→ AIM OF THE TASK
Pictures should be left out while the data beneath this task is written out word for word.

→ Collected data
=====
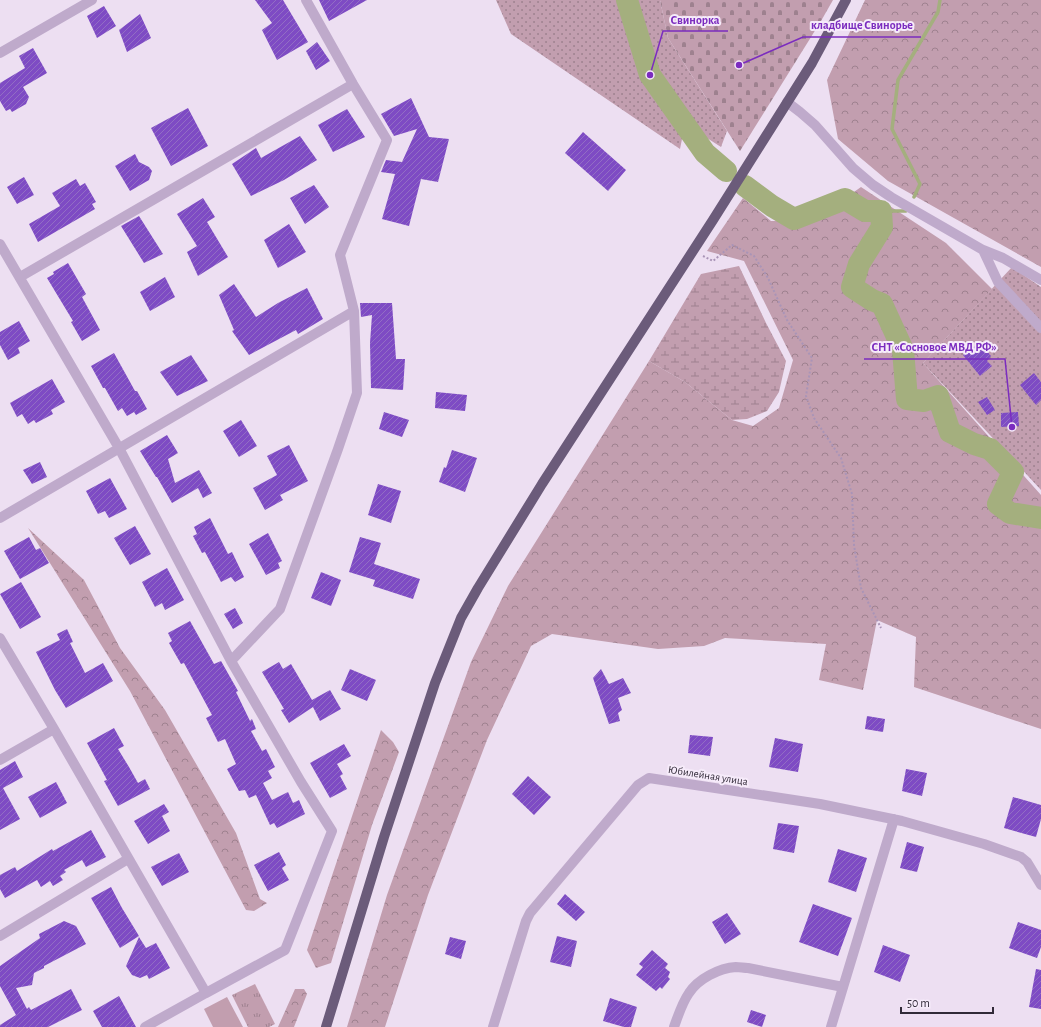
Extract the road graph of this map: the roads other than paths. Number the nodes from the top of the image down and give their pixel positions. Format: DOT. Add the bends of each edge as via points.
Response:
graph roads {
  1 [pos="92,0"];
  2 [pos="306,0"];
  3 [pos="846,0"];
  4 [pos="0,53"];
  5 [pos="353,84"];
  6 [pos="788,102"];
  7 [pos="0,244"];
  8 [pos="983,250"];
  9 [pos="20,277"];
  10 [pos="1041,280"];
  11 [pos="354,311"];
  12 [pos="1041,328"];
  13 [pos="119,448"];
  14 [pos="0,518"];
  15 [pos="0,638"];
  16 [pos="231,661"];
  17 [pos="54,729"];
  18 [pos="0,760"];
  19 [pos="894,819"];
  20 [pos="128,859"];
  21 [pos="1041,885"];
  22 [pos="0,936"];
  23 [pos="843,987"];
  24 [pos="206,993"];
  25 [pos="145,1027"];
  26 [pos="326,1027"];
  27 [pos="493,1027"];
  28 [pos="674,1027"];
  29 [pos="831,1027"];
  1 -- 4 [label="street"];
  2 -- 5 [label="street"];
  3 -- 6 [label="main road" via="822,47"];
  5 -- 9 [label="street"];
  5 -- 11 [label="street" via="388,140 340,255"];
  6 -- 8 [label="street" via="814,125 852,168 873,185"];
  6 -- 26 [label="main road" via="542,484 462,618 435,683 386,829"];
  7 -- 9 [label="street"];
  8 -- 10 [label="street" via="1004,258"];
  8 -- 12 [label="street" via="998,282"];
  9 -- 13 [label="street"];
  11 -- 13 [label="street"];
  11 -- 16 [label="street" via="358,392 338,449 280,609"];
  13 -- 14 [label="street"];
  13 -- 16 [label="street"];
  15 -- 17 [label="street"];
  16 -- 24 [label="street" via="332,831 284,950"];
  17 -- 18 [label="street"];
  17 -- 20 [label="street"];
  19 -- 21 [label="street, Юбилейная улица" via="1021,857"];
  19 -- 23 [label="street"];
  19 -- 27 [label="street, Юбилейная улица" via="820,804 649,778 638,785 530,913"];
  20 -- 22 [label="street"];
  20 -- 24 [label="street"];
  23 -- 28 [label="street" via="748,968 727,969 704,978 689,992"];
  23 -- 29 [label="street"];
  24 -- 25 [label="street"];
}
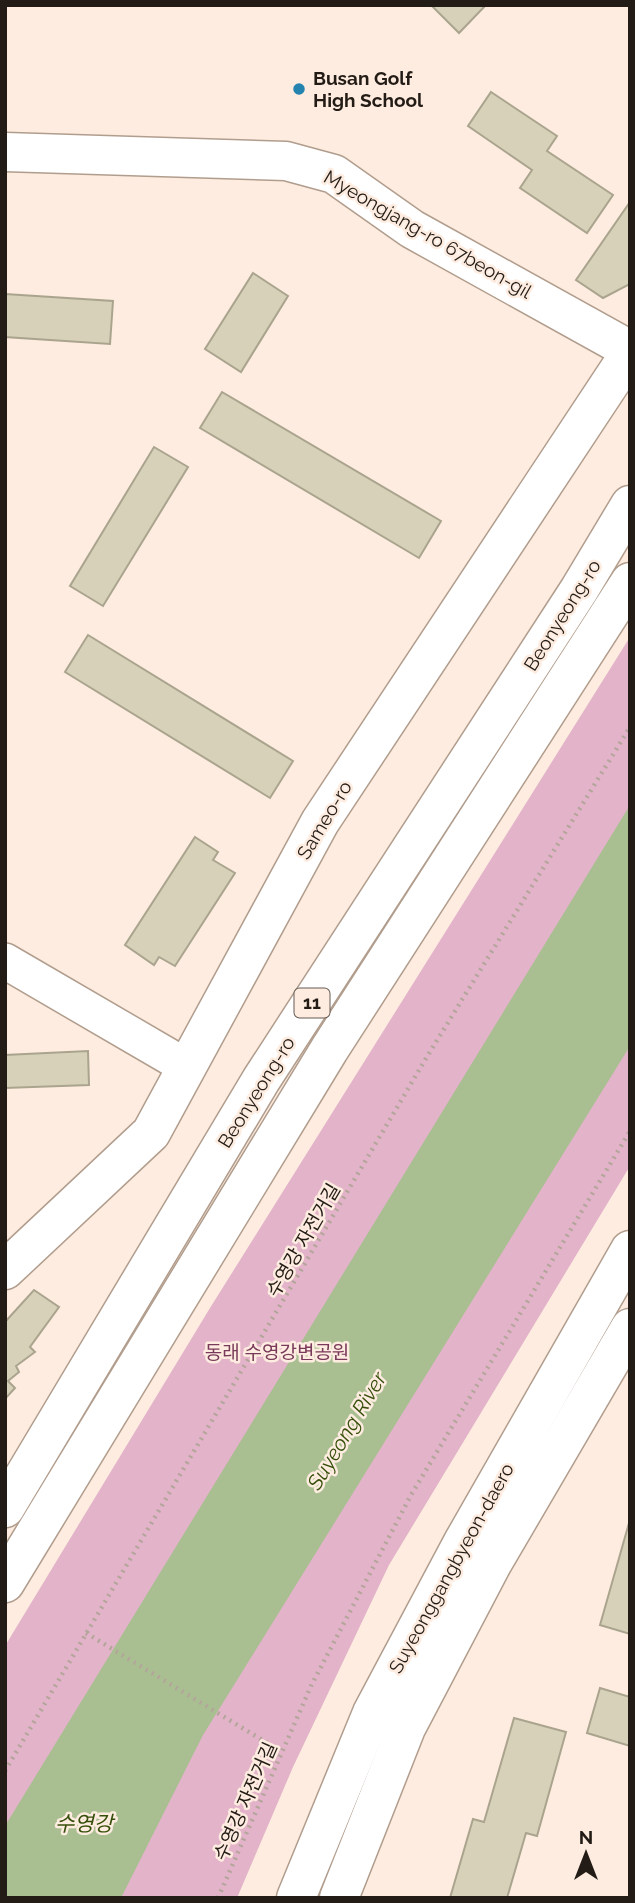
=====
→ RESPONSE BOX
Extract the road graph of this map: the roads other than paths. Number the nodes from the top of the image down and give their pixel positions. Format: DOT. Add the bends of each edge as via points.
Response:
graph roads {
  1 [pos="92,0"];
  2 [pos="306,0"];
  3 [pos="846,0"];
  4 [pos="0,53"];
  5 [pos="353,84"];
  6 [pos="788,102"];
  7 [pos="0,244"];
  8 [pos="983,250"];
  9 [pos="20,277"];
  10 [pos="1041,280"];
  11 [pos="354,311"];
  12 [pos="1041,328"];
  13 [pos="119,448"];
  14 [pos="0,518"];
  15 [pos="0,638"];
  16 [pos="231,661"];
  17 [pos="54,729"];
  18 [pos="0,760"];
  19 [pos="894,819"];
  20 [pos="128,859"];
  21 [pos="1041,885"];
  22 [pos="0,936"];
  23 [pos="843,987"];
  24 [pos="206,993"];
  25 [pos="145,1027"];
  26 [pos="326,1027"];
  27 [pos="493,1027"];
  28 [pos="674,1027"];
  29 [pos="831,1027"];
  1 -- 4 [label="street"];
  2 -- 5 [label="street"];
  3 -- 6 [label="main road" via="822,47"];
  5 -- 9 [label="street"];
  5 -- 11 [label="street" via="388,140 340,255"];
  6 -- 8 [label="street" via="814,125 852,168 873,185"];
  6 -- 26 [label="main road" via="542,484 462,618 435,683 386,829"];
  7 -- 9 [label="street"];
  8 -- 10 [label="street" via="1004,258"];
  8 -- 12 [label="street" via="998,282"];
  9 -- 13 [label="street"];
  11 -- 13 [label="street"];
  11 -- 16 [label="street" via="358,392 338,449 280,609"];
  13 -- 14 [label="street"];
  13 -- 16 [label="street"];
  15 -- 17 [label="street"];
  16 -- 24 [label="street" via="332,831 284,950"];
  17 -- 18 [label="street"];
  17 -- 20 [label="street"];
  19 -- 21 [label="street, Юбилейная улица" via="1021,857"];
  19 -- 23 [label="street"];
  19 -- 27 [label="street, Юбилейная улица" via="820,804 649,778 638,785 530,913"];
  20 -- 22 [label="street"];
  20 -- 24 [label="street"];
  23 -- 28 [label="street" via="748,968 727,969 704,978 689,992"];
  23 -- 29 [label="street"];
  24 -- 25 [label="street"];
}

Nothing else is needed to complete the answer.